1833 - The British Parliament abolishes slavery in the United Kingdom but it carved out exceptions for the "territories in the possession of the East India Company" and the islands of Saint Helena and Ceylon, which remained in place until 1843. The loss of life and property in the Jamacian slave revolt of 1831 greatly contributed to the Slavery Abolition Act. The House of Commons had its first reading of the act on July 26th just three days before William Wilberforce died, and received Royal Assent August 28th. The Act went into effect a year later. The emancipation of slaves was gradual. The immediate effect of the act was the complete abolition of all slaves under six years old. For all other slaves there servitude was abolished in two stages. The act provided to slave owners payment for the loss of the slave as a business asset. The payments amounted to 40% of the treasuries annual income or 5% of the British GDP in 1833. The British took out a loan to finance it and the loan was not paid back till 2015. The payments went to hundreds of British families many of whom were of high social standing.

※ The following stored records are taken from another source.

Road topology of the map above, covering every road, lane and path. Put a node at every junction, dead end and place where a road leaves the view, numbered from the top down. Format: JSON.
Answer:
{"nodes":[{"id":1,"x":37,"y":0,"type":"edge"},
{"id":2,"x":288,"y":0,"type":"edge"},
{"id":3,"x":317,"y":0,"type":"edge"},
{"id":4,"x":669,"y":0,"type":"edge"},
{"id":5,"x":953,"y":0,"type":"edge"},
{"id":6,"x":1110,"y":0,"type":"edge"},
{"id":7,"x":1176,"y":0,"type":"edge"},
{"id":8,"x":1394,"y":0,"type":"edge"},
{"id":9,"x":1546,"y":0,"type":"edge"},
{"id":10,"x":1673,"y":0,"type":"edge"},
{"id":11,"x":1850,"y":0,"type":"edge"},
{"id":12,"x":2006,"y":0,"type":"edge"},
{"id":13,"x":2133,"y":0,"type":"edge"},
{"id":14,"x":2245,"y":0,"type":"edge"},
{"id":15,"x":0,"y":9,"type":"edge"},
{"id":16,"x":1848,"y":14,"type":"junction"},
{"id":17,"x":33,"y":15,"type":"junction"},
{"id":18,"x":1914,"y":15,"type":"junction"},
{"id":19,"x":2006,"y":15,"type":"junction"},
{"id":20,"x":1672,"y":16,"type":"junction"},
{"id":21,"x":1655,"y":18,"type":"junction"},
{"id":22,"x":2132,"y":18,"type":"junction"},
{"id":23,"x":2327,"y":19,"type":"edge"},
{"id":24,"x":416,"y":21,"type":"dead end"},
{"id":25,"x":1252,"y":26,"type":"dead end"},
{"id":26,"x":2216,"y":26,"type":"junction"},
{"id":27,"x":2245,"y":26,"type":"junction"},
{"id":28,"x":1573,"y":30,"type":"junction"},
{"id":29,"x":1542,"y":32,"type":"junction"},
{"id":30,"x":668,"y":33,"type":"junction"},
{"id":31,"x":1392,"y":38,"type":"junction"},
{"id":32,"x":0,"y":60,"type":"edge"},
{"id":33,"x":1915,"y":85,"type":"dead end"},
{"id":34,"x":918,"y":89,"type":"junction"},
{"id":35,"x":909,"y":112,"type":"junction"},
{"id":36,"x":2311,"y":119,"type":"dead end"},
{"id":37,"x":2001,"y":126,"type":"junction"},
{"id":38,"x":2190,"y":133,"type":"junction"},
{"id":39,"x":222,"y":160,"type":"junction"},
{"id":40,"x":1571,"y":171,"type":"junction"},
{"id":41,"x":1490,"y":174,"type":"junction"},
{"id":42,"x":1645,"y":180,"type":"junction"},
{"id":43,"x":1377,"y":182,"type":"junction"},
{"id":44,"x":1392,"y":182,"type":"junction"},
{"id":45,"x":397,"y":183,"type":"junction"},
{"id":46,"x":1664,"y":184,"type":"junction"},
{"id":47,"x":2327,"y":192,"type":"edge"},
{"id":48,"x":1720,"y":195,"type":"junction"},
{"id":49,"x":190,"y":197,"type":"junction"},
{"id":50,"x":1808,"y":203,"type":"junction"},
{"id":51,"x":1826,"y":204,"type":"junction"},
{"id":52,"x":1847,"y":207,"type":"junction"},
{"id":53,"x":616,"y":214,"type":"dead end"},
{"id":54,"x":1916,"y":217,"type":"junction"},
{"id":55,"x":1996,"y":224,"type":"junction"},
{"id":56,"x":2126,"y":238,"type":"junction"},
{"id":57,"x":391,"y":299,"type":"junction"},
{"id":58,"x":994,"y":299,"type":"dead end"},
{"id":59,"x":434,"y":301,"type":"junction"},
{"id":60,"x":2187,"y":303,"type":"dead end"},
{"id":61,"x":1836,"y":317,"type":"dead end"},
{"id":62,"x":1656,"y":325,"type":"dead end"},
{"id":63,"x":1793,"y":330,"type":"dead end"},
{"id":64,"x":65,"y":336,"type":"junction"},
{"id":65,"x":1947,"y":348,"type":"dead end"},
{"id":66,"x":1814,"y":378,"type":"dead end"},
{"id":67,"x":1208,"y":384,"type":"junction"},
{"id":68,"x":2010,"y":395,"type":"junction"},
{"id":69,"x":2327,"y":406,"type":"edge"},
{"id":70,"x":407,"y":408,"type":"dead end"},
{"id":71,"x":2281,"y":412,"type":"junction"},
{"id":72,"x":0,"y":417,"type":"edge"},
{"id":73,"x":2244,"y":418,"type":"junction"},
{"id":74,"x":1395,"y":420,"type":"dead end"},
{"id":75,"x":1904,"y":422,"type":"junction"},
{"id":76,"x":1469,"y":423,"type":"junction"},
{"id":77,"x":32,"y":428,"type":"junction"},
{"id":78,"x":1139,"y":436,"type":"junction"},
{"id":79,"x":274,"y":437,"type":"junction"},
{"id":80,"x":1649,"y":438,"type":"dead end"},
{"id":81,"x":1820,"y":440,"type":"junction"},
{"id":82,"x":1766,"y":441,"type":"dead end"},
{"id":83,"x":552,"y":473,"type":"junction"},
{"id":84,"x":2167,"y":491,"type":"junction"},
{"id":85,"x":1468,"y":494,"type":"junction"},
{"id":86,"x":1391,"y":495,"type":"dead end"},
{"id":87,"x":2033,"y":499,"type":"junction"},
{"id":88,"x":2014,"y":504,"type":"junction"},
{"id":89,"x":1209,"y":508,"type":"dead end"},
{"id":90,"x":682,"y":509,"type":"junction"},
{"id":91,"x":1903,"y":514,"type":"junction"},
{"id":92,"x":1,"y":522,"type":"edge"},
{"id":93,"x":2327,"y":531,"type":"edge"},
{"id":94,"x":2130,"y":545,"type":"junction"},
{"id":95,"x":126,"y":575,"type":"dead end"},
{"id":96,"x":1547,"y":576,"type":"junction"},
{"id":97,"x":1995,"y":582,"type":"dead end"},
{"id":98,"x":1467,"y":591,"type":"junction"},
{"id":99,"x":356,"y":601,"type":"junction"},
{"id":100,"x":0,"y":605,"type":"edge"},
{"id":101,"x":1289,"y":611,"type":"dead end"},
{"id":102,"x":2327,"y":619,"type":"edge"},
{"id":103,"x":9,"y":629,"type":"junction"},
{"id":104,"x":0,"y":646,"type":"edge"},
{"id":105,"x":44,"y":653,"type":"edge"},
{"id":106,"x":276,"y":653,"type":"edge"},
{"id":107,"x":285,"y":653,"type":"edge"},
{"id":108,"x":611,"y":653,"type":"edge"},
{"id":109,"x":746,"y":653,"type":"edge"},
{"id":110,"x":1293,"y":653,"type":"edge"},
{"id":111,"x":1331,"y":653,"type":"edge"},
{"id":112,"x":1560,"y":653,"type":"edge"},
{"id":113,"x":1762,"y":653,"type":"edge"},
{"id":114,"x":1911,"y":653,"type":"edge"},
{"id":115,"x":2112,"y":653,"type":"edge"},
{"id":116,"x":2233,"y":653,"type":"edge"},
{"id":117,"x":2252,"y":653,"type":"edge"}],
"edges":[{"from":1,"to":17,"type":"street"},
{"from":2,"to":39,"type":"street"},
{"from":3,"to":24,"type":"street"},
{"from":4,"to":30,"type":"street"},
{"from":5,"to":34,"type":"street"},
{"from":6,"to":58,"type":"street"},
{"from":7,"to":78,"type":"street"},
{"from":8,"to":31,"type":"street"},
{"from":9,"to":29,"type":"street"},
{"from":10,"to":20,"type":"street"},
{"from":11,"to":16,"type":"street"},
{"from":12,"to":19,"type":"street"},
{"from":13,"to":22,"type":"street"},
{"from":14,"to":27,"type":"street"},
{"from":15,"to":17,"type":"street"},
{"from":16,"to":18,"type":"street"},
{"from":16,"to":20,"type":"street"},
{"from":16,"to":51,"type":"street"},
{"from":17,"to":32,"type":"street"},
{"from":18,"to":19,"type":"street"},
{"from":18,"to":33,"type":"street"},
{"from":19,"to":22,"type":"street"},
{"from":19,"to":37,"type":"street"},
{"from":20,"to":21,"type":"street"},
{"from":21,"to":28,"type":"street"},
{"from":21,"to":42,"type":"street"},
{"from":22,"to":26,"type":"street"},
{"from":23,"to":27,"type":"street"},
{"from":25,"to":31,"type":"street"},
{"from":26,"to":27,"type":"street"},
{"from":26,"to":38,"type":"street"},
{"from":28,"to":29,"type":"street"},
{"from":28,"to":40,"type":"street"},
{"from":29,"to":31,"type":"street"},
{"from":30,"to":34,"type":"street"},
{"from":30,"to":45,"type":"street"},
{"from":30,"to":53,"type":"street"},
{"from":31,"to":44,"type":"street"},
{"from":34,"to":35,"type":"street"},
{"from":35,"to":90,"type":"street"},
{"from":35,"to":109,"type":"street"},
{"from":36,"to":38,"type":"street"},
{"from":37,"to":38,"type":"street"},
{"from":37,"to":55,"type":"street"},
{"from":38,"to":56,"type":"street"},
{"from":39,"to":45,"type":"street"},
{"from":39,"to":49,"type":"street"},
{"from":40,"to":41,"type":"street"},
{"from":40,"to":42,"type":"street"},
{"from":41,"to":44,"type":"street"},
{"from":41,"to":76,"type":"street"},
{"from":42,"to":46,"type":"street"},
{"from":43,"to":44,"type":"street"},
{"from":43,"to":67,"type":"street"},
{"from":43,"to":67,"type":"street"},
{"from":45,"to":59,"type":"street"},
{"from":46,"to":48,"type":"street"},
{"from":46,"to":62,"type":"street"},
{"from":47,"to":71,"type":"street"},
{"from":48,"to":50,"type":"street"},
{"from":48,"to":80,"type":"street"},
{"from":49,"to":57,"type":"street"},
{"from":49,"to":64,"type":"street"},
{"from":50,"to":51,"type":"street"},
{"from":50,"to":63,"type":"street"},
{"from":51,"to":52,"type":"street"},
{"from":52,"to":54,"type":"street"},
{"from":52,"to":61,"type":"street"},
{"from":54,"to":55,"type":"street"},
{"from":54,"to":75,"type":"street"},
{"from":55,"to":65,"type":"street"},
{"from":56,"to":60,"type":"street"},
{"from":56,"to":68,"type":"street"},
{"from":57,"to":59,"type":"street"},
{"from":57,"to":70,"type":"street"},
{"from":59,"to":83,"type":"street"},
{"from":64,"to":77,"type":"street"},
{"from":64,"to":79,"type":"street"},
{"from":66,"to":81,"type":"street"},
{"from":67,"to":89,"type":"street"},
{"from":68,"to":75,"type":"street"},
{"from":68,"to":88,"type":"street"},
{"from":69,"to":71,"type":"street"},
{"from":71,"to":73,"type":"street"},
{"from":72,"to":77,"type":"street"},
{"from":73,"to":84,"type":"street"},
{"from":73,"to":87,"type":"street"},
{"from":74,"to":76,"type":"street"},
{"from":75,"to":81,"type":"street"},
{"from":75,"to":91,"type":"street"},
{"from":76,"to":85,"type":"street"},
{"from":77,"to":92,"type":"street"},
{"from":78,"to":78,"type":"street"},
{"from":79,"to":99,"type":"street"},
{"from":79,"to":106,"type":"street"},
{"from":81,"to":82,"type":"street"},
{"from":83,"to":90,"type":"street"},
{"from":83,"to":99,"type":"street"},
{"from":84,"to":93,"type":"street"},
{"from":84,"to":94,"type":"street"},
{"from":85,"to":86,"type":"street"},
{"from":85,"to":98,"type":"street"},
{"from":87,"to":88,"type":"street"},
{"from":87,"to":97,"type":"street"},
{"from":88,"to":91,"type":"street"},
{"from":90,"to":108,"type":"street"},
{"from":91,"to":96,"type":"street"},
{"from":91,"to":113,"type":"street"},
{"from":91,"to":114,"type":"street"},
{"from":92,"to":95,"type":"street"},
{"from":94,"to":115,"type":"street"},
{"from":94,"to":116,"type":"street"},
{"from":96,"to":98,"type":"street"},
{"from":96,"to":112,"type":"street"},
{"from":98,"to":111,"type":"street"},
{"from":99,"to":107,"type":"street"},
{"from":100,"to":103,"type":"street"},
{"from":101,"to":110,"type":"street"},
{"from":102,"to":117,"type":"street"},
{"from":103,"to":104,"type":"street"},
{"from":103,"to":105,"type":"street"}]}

1839 - In the United Kingdom the Indian Slavery Act extended the abolition of slavery to the East India Company and the islands of Saint Helena and Ceylon, benefiting 8-10 million slaves. The same year the Anti-Slavery Society branched out and became the "British and Foreign Anti-Slavery Society," which worked to outlaw slavery world wide. It is held as the world's oldest human rights organization.
1840 -1965: Meanwhile the United States of America struggled to abolish slavery at home. Unlike Great Britain who had the advantage of their activities in the slave trade being oceans away from their homeland -- out of sight - out of mind --- slavery had been planted in North America and woven into the social and economic fabric of the society long before the birth of a new nation. The fledgling United States of America was challenged to live with slavery and then tasked with the complexities of emancipating the slaves without causing the dissolution of their fragile new union. The direction was set early. America was on a crash course with slavery and one way or the other it would be abolished. The abolitionist movement grew-up in the northern states long before Britain acted to abolish slavery in the United Kingdom, but the back lash from the south would result in a deadly divide between the north and south that would prevent the total abolition of slavery in the United States until 1865 as a result of the American Civil War. While the British had the luxury of paying off families at home for their divested "business interests abroad" and therefore ending the involvement in the evils of slavery, America would pay a much higher cost for the abolition of slavery, they would pay for it with blood.
Clearly it's a misreading of history to say that slavery was the original sin of the United States of America and that the United Kingdom lead out in the abolition of slavery. The harder task in ending slavery fell to the former colonies of Great Britain, the United States of America, and as a nation they rose to that challenge and laid down their lives on the proposition that all men are created equal.